_Task to complete_.
Would you please copy each line of the listing that mentions "AWJAB"?
-- Opening Marker --
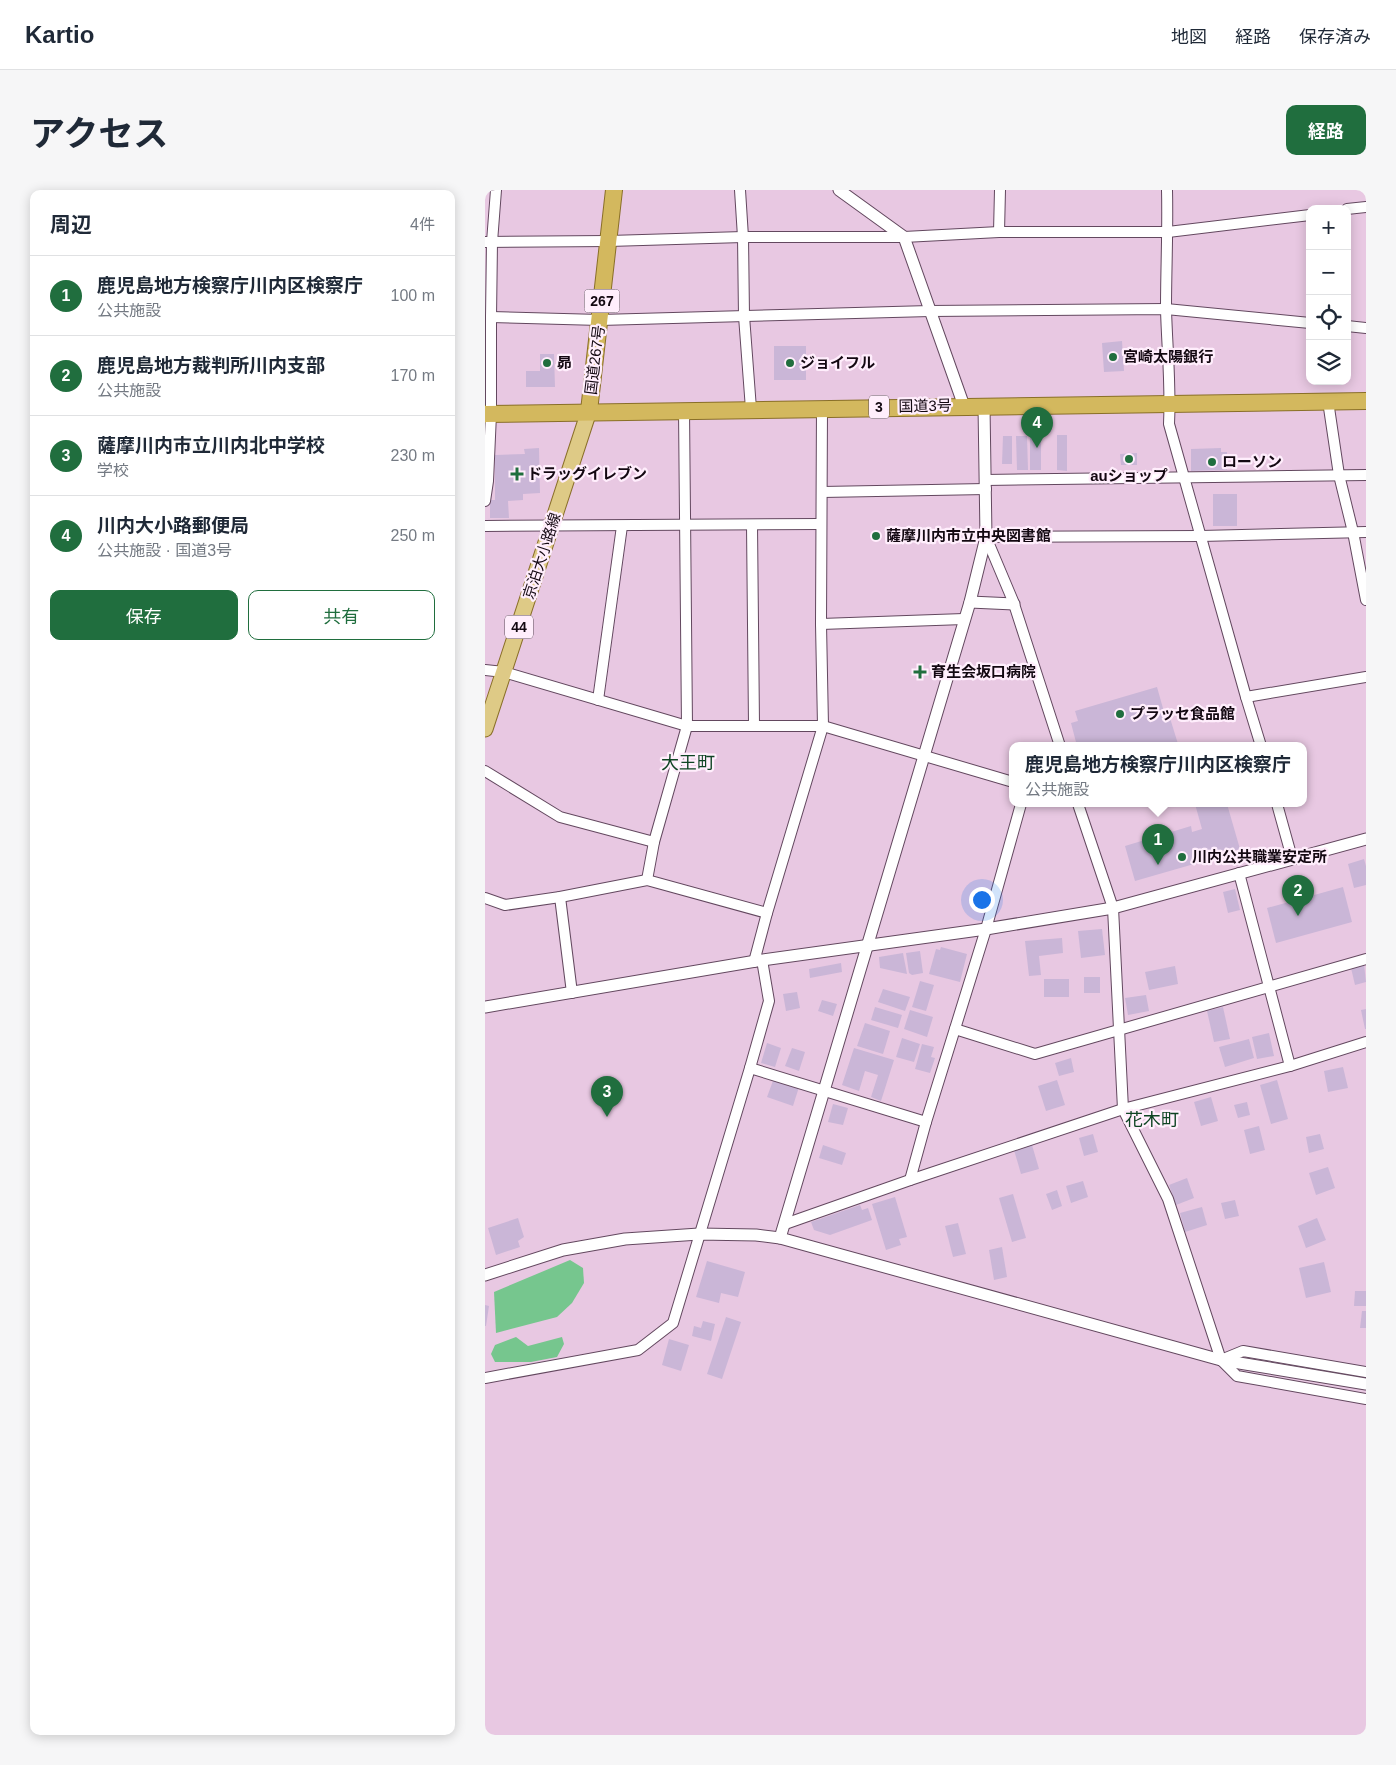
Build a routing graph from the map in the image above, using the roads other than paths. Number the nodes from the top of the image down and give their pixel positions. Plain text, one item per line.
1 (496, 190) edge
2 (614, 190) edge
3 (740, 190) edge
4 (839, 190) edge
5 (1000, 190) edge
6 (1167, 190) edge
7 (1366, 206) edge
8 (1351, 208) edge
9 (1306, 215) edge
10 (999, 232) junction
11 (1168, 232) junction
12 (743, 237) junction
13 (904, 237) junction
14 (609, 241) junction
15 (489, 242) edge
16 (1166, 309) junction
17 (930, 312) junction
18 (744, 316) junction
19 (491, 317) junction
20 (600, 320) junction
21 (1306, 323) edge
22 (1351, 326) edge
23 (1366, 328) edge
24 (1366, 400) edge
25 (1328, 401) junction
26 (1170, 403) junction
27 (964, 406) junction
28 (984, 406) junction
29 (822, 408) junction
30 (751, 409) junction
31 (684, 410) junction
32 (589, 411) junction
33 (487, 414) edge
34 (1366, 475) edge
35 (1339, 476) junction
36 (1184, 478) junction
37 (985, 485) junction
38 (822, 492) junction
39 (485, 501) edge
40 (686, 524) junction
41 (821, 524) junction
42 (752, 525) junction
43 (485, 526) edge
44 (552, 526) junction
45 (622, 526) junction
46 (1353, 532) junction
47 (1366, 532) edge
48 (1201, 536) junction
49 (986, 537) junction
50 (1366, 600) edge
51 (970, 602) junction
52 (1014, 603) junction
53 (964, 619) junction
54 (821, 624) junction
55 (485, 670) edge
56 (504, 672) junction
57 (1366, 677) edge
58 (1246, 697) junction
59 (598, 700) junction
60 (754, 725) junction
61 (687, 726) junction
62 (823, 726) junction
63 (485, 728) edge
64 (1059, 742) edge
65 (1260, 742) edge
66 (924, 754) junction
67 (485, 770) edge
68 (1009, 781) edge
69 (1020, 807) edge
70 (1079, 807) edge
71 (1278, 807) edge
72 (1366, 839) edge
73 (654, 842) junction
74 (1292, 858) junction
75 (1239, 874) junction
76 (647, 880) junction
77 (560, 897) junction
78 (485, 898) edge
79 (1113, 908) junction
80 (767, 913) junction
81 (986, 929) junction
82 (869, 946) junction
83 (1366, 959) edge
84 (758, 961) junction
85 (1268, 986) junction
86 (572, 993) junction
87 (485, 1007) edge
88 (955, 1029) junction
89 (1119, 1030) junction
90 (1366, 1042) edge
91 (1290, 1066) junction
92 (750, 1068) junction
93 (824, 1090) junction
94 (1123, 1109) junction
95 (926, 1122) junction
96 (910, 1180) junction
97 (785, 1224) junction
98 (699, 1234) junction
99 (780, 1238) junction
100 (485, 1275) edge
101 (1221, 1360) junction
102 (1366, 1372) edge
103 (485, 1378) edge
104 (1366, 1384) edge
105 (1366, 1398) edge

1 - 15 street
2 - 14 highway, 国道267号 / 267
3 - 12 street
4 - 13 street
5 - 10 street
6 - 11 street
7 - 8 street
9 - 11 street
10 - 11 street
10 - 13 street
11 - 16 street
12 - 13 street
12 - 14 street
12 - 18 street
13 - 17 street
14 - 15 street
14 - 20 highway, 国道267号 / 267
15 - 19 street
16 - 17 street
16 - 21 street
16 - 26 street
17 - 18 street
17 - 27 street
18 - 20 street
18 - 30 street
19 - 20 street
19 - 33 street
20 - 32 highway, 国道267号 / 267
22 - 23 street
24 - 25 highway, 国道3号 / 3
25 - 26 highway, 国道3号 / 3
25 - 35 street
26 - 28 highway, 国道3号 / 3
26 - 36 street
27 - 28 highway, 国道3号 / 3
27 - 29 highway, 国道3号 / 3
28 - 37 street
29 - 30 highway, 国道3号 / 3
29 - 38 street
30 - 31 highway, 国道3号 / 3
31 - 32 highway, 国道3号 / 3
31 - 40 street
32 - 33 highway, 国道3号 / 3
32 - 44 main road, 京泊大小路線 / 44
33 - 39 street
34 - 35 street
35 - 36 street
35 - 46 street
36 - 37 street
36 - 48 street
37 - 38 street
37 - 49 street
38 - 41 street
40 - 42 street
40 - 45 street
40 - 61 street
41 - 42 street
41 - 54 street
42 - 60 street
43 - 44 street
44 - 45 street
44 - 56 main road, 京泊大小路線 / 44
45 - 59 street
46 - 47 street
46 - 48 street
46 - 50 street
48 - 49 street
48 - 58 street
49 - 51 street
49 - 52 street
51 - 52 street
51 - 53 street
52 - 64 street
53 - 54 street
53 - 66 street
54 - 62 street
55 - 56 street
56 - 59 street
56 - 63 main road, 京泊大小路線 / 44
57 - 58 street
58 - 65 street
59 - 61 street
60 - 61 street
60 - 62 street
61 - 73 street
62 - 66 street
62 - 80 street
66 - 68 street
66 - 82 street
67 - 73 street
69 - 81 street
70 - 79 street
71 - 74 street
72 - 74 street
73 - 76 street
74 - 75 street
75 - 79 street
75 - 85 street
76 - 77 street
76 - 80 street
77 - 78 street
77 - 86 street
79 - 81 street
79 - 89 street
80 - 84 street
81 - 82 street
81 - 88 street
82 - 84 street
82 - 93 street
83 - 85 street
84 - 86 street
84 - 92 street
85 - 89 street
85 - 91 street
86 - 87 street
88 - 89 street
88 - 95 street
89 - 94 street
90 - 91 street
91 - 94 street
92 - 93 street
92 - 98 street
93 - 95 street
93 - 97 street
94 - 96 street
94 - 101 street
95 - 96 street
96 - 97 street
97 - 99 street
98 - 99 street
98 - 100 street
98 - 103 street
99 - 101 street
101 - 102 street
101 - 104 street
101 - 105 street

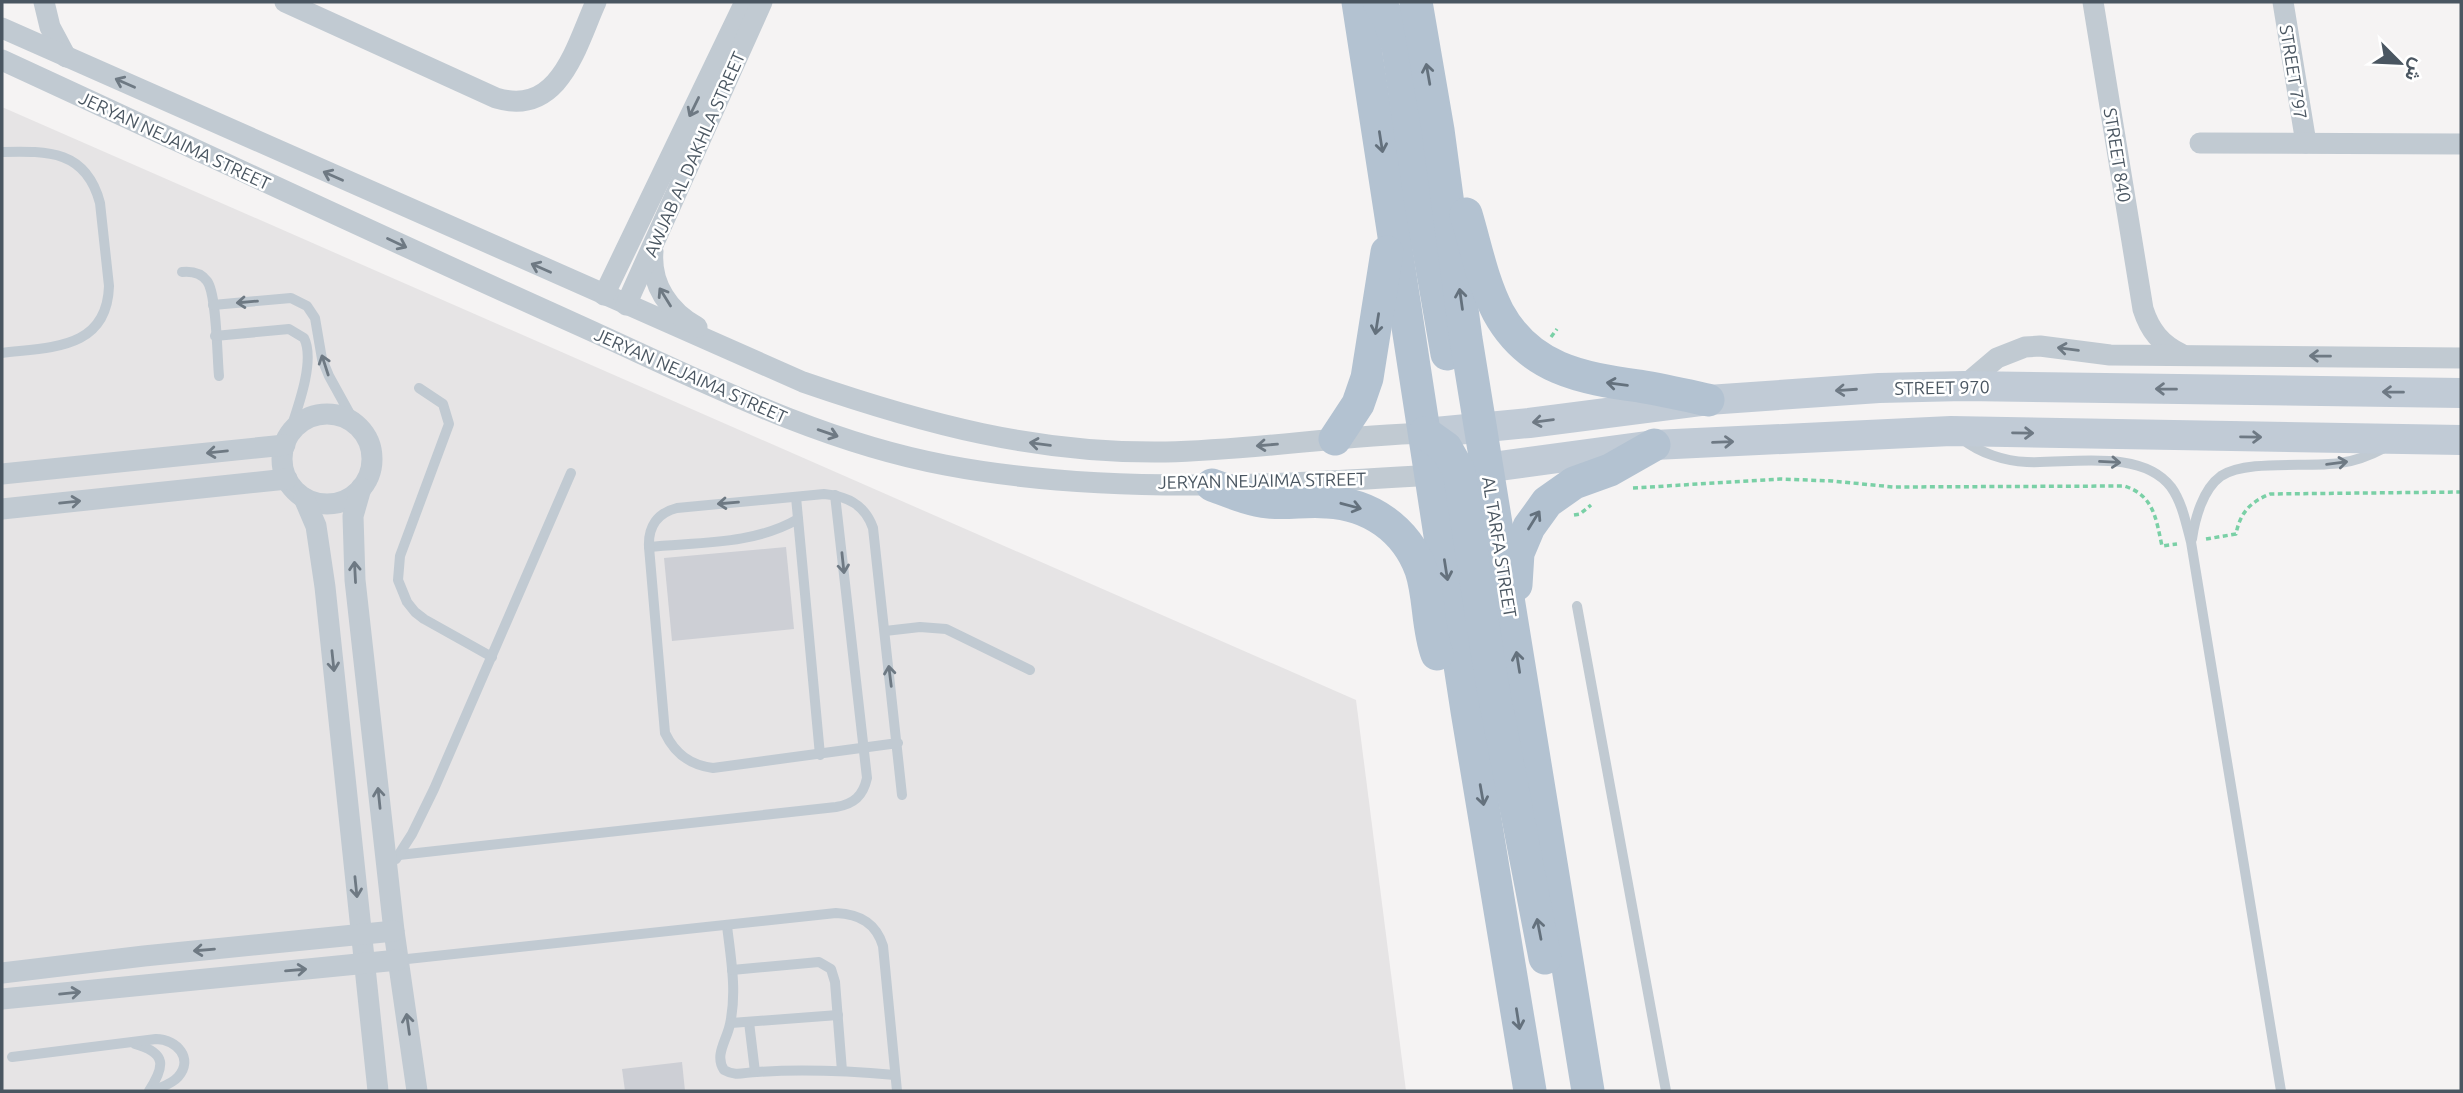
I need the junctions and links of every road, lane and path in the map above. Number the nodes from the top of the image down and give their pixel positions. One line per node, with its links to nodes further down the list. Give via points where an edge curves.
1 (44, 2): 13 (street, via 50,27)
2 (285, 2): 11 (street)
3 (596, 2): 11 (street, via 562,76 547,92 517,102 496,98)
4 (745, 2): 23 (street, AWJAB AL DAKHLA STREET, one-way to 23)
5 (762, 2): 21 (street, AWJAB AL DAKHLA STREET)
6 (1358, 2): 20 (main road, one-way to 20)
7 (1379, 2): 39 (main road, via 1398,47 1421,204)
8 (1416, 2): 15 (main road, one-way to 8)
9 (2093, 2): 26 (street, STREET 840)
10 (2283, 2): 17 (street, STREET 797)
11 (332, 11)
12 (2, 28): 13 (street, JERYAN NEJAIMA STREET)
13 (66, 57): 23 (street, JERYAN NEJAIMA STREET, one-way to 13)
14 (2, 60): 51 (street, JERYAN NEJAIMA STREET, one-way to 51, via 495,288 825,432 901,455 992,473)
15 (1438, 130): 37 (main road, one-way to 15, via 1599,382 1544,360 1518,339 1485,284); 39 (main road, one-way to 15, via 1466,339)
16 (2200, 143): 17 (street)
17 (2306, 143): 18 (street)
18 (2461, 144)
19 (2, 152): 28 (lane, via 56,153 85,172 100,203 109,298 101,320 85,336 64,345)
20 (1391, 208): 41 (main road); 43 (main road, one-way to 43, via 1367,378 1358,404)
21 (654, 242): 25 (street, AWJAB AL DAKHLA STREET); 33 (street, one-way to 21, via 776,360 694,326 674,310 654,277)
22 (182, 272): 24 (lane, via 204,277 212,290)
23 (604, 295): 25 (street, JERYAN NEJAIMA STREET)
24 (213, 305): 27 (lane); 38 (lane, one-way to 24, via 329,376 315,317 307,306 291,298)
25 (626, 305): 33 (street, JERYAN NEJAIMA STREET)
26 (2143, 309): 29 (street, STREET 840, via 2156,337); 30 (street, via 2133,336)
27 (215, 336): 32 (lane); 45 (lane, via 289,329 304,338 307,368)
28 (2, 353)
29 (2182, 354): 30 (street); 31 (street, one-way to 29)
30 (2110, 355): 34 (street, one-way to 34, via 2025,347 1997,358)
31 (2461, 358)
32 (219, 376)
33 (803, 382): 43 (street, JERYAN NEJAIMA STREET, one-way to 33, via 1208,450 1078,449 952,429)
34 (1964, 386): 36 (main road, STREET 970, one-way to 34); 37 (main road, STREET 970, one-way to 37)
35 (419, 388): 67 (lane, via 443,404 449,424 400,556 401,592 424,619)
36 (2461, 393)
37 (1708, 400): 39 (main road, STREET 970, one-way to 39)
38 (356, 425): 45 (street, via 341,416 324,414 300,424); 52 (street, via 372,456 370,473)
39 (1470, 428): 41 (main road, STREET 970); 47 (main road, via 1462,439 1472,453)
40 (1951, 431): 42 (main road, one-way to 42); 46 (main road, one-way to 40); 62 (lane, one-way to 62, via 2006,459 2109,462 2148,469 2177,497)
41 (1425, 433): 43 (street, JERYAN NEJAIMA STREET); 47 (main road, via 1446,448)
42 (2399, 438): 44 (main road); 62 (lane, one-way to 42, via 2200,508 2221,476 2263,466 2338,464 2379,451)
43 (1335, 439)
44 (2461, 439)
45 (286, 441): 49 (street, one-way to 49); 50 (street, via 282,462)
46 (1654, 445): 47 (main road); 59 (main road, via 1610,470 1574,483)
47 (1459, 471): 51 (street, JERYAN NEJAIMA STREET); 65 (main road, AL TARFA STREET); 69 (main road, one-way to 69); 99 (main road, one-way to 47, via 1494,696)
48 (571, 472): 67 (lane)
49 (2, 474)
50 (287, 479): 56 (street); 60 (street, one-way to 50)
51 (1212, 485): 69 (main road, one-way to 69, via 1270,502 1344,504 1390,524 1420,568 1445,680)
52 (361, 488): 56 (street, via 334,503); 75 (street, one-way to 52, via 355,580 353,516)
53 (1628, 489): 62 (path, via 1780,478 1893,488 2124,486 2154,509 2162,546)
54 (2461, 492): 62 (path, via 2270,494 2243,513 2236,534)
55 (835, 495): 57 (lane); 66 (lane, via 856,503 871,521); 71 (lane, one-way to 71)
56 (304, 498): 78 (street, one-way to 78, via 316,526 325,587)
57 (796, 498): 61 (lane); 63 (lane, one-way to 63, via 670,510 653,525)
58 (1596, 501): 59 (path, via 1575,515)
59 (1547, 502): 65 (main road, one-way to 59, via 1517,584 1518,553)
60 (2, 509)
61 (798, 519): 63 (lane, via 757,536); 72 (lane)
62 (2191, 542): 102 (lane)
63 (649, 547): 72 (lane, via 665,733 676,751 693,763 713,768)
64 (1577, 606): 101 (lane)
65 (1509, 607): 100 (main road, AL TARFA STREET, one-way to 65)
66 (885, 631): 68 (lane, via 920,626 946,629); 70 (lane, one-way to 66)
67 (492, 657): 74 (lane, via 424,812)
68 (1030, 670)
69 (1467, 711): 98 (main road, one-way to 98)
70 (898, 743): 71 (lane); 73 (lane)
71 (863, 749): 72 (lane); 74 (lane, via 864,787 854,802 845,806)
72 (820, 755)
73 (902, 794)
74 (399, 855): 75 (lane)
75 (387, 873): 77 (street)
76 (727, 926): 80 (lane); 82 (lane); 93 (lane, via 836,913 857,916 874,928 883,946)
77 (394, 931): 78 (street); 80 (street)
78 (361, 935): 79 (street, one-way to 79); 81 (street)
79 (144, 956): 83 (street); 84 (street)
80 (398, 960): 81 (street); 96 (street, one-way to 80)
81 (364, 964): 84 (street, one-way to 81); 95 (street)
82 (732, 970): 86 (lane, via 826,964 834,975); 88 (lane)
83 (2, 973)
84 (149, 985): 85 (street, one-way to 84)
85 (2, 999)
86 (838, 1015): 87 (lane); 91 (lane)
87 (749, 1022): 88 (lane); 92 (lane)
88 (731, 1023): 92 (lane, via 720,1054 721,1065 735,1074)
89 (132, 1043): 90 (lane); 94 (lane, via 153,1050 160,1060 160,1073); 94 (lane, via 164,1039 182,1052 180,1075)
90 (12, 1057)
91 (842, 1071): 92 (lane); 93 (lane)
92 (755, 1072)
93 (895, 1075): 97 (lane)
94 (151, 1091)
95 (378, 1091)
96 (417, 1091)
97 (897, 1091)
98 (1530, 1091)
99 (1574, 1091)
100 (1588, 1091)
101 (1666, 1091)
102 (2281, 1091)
-- Closing Marker --
_Answer to this task_.
4 (745, 2): 23 (street, AWJAB AL DAKHLA STREET, one-way to 23)
5 (762, 2): 21 (street, AWJAB AL DAKHLA STREET)
21 (654, 242): 25 (street, AWJAB AL DAKHLA STREET); 33 (street, one-way to 21, via 776,360 694,326 674,310 654,277)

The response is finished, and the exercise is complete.